Doğu Perinçek: ABD silah mı satıyor kağıt mı

1981-1989 arasında, 8 yılda toplam 1,9 trilyon dolar borç alan ABD, 1990-2011 yılları arasında toplam 11,4 trilyon Dolar borçlandı. Bu rakamlar, 1990 yılının, başka deyişle Körfez saldırısının, ABD borçlanmasında bir dönüm noktası olduğunu gösteriyor. ABD’nin 2003 yılındaki Irak işgalinden sonra borçlanma çılgınlaşıyor.

 

ABD borçlanmak için mi savaş çıkartıyor

         Önümüzdeki soru şudur:

         ABD, savaş yüzünden mi borçlanıyor?

         Yoksa borçlanmak için mi savaş çıkartıyor?

         Bu soru çok tuhaf gelebilir. Çünkü bir ekonominin borca batması istenir bir olay değildir.

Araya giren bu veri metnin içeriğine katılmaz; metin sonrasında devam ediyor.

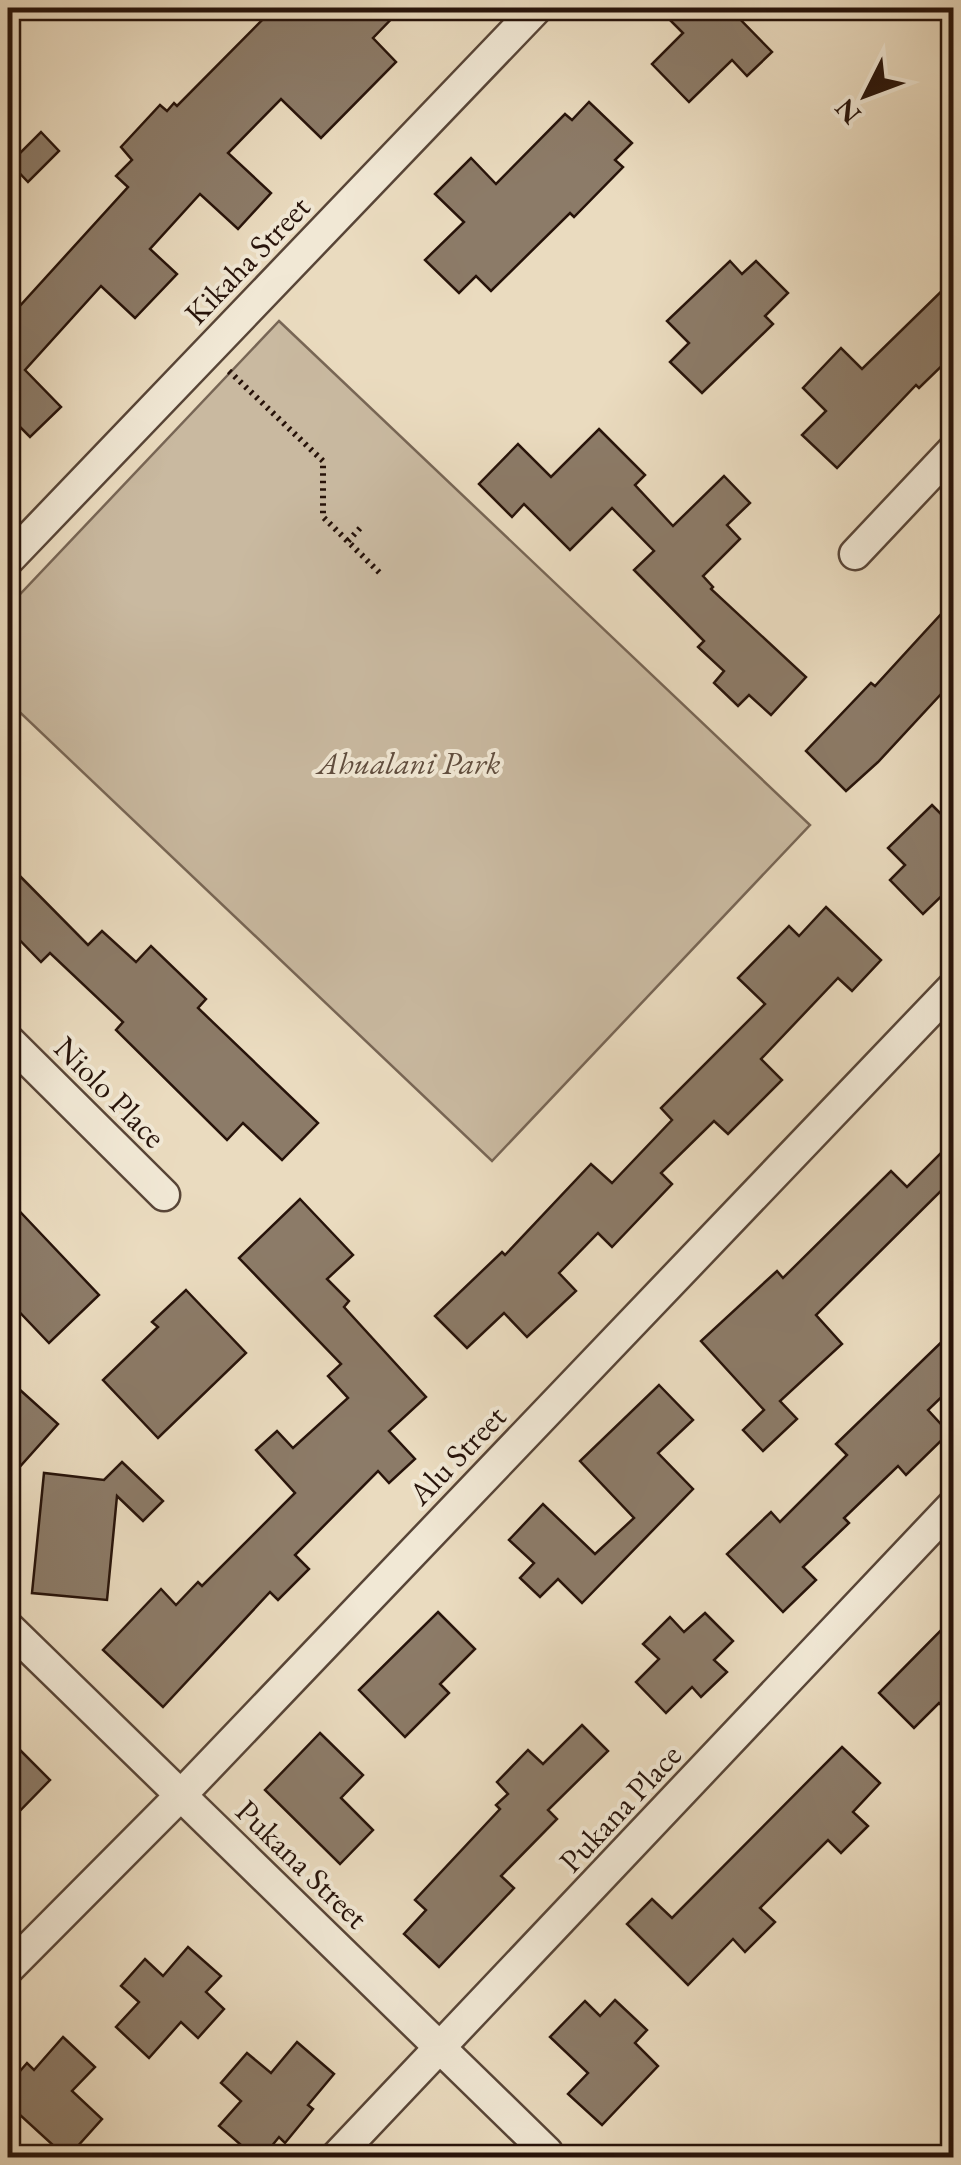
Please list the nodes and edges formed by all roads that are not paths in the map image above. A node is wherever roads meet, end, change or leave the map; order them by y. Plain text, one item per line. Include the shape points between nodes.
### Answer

         ABD’nin savaş giderleri ile borçlanması arasındaki ilişkiye baktığımız zaman, borçlanmanın savaş giderlerinin çok ilerisinde olduğunu görüyoruz.

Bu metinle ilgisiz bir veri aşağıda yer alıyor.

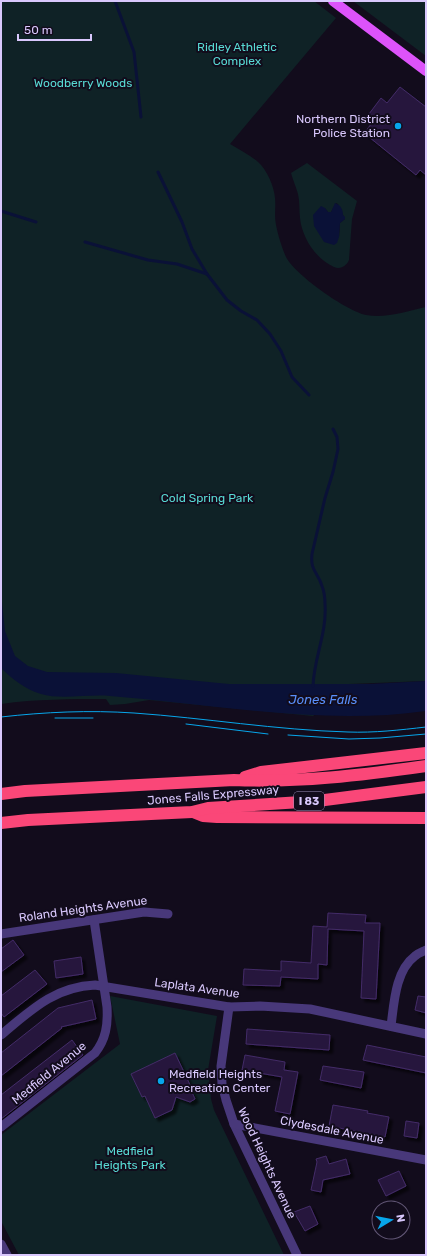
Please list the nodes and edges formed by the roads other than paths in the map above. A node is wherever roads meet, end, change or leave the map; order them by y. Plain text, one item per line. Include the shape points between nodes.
1 (333, 1) edge
2 (426, 71) edge
3 (426, 752) edge
4 (426, 766) edge
5 (234, 780) junction
6 (426, 787) edge
7 (1, 794) edge
8 (192, 812) junction
9 (426, 818) edge
10 (1, 823) edge
11 (168, 914) dead end
12 (94, 920) junction
13 (1, 934) edge
14 (426, 950) edge
15 (104, 985) junction
16 (229, 1007) junction
17 (391, 1026) junction
18 (426, 1034) edge
19 (1, 1035) edge
20 (234, 1124) junction
21 (1, 1127) edge
22 (426, 1160) edge
23 (1, 1244) edge
24 (6, 1255) edge
25 (297, 1255) edge

1 - 2 main road
3 - 5 highway via 261,772
4 - 5 highway, Jones Falls Expressway / I 83 via 314,779
5 - 7 highway, Jones Falls Expressway / I 83
6 - 8 highway, Jones Falls Expressway / I 83 via 317,801 208,808
8 - 9 highway via 217,817
8 - 10 highway, Jones Falls Expressway / I 83
11 - 12 street, Roland Heights Avenue via 144,912
12 - 13 street, Roland Heights Avenue
12 - 15 street, Medfield Avenue
14 - 17 street via 415,955 406,965 399,980
15 - 16 street, Laplata Avenue
15 - 19 street, Laplata Avenue via 85,985 62,991 38,1005
15 - 21 street, Medfield Avenue via 108,1019 101,1045 95,1053
16 - 17 street, Laplata Avenue via 310,1009
16 - 20 street, Wood Heights Avenue via 221,1066 222,1084
17 - 18 street, Laplata Avenue
20 - 22 street, Clydesdale Avenue
20 - 25 street, Wood Heights Avenue
23 - 24 street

         Borçlanmak, ABD’nin içine battığı krize bulduğu geçici çözümdür. Daha önce bu köşede işlendiği gibi, ABD bütçe açıklarını ve dış ödemeler açığını borçlanarak kapatıyor. Mesele, o borcu alabilme gücündedir.

 

Silahla bulunan müşteri

         ABD’nin 14,3 trilyon Dolar borcunun yüzde 30’u dışadır. Yüzde 70’i ise iç borç gibi görünse de, bu iç borçlanma dolar ihracatıyla çevrildiği için son tahlilde dışadır. ABD, dünyaya hazine bonoları dışında olağanüstü miktarlarda dolar da satmaktadır.

         Bu kâğıt parçalarının gelecekte değişim değeri olmayacağı bilindiği halde alıcılar bulmasının sırrı silahla dayatılmasındadır.

         Bu koşullarda ABD’nin bölgesel savaşları, barış vergisi bildirimi gibi bir işlev görüyor. Bu kâğıtları satın alanların bir ekonomik çıkarı olduğu görüşüne rastlanmıyor. Ama barışı sürdürmek gibi çok önemli bir ihtiyacı satın aldıkları ortadadır. Öte yandan büyük savaş, borçları silmek için bir çare olarak da akılların bir kenarındadır.

 

ABD’nin silah piyasası ve kâğıt piyasası

         Bölgesel savaşların ABD’nin kâğıt piyasası yanında silah piyasasını da genişlettiği görülüyor. Ekonomistlerin savaş ile silah piyasası arasındaki ilişkiyi vurgulamaya daha eğilimli oldukları bilinir. Çünkü savaşta ilk akla gelen silahtır.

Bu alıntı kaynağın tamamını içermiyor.